Now, we carry out the classification analysis taking into account the `titanic` data. 

In [None]:
tree_model_titanic <- rpart(survived ~ sex + age + fare + sibsp,
                            method = "class", data = titanic) # class is for classification

In [None]:
tree_model_titanic

In [None]:
rpart.plot(tree_model_titanic)

<a id="rf"></a>

## Random forest

In this part, we will explain how apply the random forest technique in practice for regresion and classification. 

Now, we will create a Random Forest model with default parameters and then we will fine tune the model by changing `mtry` (number of variables randomly sampled at each stage ) and `ntree` (number of trees).

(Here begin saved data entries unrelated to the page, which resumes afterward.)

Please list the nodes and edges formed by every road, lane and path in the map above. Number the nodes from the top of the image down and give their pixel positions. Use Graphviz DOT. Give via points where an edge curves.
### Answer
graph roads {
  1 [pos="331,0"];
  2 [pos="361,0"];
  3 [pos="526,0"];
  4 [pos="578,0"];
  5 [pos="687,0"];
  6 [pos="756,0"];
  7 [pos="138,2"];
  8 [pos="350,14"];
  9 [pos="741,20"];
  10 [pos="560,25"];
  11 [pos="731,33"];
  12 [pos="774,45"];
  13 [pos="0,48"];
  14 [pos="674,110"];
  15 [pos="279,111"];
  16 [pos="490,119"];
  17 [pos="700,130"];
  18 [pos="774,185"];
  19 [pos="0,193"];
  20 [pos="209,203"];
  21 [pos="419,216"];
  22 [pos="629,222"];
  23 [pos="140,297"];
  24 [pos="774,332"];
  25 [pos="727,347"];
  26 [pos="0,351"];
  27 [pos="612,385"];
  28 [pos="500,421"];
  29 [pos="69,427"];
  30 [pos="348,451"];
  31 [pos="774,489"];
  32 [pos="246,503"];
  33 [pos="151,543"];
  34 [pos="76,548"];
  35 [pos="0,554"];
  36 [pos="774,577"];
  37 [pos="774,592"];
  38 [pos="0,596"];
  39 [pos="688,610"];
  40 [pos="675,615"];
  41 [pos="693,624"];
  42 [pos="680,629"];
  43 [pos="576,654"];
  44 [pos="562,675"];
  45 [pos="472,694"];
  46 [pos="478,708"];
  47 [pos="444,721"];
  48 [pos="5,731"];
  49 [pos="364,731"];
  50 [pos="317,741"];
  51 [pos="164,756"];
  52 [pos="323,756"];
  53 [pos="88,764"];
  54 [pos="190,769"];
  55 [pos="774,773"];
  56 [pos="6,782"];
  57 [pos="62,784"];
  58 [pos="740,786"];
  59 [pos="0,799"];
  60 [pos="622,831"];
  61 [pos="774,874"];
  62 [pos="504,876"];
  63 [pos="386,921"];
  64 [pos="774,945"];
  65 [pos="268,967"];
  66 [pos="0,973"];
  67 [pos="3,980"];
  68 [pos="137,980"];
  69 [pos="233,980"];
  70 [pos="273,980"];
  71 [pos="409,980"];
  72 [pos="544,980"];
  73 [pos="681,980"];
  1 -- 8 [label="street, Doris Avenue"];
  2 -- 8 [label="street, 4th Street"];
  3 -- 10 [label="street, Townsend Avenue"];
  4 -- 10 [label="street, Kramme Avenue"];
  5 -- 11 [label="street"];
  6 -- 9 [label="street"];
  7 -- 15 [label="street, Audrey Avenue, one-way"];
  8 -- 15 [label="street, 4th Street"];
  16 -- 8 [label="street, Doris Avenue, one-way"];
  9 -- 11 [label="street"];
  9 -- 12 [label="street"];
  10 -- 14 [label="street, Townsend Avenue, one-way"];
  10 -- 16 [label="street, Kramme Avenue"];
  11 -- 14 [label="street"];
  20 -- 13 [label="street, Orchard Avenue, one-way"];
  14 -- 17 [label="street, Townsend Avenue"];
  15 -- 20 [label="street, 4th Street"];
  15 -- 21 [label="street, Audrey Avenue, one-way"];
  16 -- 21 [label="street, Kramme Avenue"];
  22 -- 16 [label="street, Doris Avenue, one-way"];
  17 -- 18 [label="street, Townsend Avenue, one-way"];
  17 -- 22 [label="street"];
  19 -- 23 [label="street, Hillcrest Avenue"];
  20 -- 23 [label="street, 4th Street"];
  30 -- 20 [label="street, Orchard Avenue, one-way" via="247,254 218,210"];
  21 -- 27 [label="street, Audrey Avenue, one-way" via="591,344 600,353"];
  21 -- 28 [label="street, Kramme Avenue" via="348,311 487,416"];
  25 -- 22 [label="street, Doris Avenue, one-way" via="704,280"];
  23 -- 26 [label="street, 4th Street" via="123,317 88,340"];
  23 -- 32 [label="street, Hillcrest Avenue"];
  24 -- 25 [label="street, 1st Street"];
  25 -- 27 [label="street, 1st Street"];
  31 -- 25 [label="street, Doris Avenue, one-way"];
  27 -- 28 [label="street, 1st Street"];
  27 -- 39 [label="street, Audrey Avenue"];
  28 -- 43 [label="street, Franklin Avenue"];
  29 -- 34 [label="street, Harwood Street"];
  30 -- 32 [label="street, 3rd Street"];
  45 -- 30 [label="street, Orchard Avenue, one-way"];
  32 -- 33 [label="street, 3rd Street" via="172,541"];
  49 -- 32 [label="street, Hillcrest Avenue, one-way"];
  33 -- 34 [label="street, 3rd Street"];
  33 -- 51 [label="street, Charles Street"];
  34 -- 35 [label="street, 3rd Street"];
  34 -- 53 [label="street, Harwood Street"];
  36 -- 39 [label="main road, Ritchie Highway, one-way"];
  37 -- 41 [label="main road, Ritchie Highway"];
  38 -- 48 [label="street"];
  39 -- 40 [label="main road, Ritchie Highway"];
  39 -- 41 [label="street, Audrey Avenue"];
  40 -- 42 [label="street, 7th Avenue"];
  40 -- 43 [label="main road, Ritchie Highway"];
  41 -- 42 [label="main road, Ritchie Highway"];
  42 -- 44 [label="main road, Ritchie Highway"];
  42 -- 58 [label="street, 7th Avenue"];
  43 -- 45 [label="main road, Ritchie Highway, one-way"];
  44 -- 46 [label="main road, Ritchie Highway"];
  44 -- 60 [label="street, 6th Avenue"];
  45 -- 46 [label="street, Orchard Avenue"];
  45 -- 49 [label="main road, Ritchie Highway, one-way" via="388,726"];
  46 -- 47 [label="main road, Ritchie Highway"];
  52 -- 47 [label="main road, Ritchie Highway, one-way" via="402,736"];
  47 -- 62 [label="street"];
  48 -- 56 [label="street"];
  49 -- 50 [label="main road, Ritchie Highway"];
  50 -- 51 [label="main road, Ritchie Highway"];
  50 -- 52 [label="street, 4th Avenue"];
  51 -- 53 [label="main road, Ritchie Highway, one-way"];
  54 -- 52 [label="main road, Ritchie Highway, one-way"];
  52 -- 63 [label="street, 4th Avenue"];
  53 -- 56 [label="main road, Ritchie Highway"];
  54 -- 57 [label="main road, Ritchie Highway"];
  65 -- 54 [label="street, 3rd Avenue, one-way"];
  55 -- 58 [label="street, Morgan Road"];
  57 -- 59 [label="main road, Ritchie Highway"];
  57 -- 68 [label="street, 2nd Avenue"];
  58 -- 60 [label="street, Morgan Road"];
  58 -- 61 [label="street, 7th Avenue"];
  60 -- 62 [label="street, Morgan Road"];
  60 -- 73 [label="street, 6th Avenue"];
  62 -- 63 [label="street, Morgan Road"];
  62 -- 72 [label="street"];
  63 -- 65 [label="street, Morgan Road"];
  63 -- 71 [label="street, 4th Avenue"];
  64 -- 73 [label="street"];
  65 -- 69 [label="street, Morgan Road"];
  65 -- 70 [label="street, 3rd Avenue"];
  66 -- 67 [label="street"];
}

By default, number of trees is 500 and number of variables tried at each split is 1 in this case.

In [None]:
rf_model <- randomForest(m2.price ~ construction.year + surface + floor + 
                      no.rooms + district, data = apartments, ntree = 500, mtry = 1)
# ntree: number of tree to grow = 1000
# mtry:number of variables randomly sample  = 2  (p/3 - regression, sqrt(p) - classification)

In [None]:
rf_model

In [None]:
varImpPlot(rf_model)

In [None]:
importance(rf_model)

In [None]:
df <- data.frame(m2.price = 200, construction.year = 2000, surface = 70, floor = 3, no.rooms = 2, 
                 district = "Srodmiescie")
apartments2 <- rbind(apartments, df)

muhat <- predict(rf_model, newdata = apartments2[1001, ])

In [None]:
muhat

<a id="gbm"></a>

## Boosting

Here we use the `gbm` package, and within it the `gbm()`function in order to fit boosted regression trees to the apartments data set. We run `gbm()` with the option `distribution = "gaussian"` since this is a regression problem; if it were a binary classification problem, we would use `distribution = "bernoulli"`. The argument `n.trees = 5000` indicates that we want 5000 trees, and the option `interaction.depth = 4` limits the depth of each tree.

In [None]:
gb_model <- gbm(m2.price ~ ., data = apartments, n.trees = 5000, interaction.depth = 1)

In [None]:
gb_model

In [None]:
summary(gb_model) # is like importance()

In [None]:
df <- data.frame(construction.year = 2000, surface = 70, floor = 3, no.rooms = 2, 
                 district = "Srodmiescie")

In [None]:
muhat <- predict(gb_model, newdata = df, n.trees = 5000, type = "response")

In [None]:
muhat

<a id="eval"></a>

# Model Evaluation


Now, we will split the dataset into train and test set in the ratio 80:20. Firstly, we are going to evaluate the regression model and then the classification ones.


## Regression problem

For the evaluation, we are going to use 1-Fold CV with the Mean Square Error. 

In [None]:
set.seed(30072016)
train <- apartments %>% sample_frac(.80)
test  <- anti_join(apartments, train)


In [None]:
lm_model <- lm(m2.price ~ ., data = train)
gam_model <- gam(m2.price ~ + s(construction.year) + s(surface) + s(floor) + 
             s(no.rooms, k = 5) + district, data = train)
tree_model <- rpart(m2.price ~ ., method = "anova", data = train) 
rf_model <- randomForest(m2.price ~ construction.year + surface + floor + 
                      no.rooms + district, data = train, ntree = 1000, mtry = 2)
gb_model <- gbm(m2.price ~ ., data = train, n.trees = 5000, interaction.depth = 1)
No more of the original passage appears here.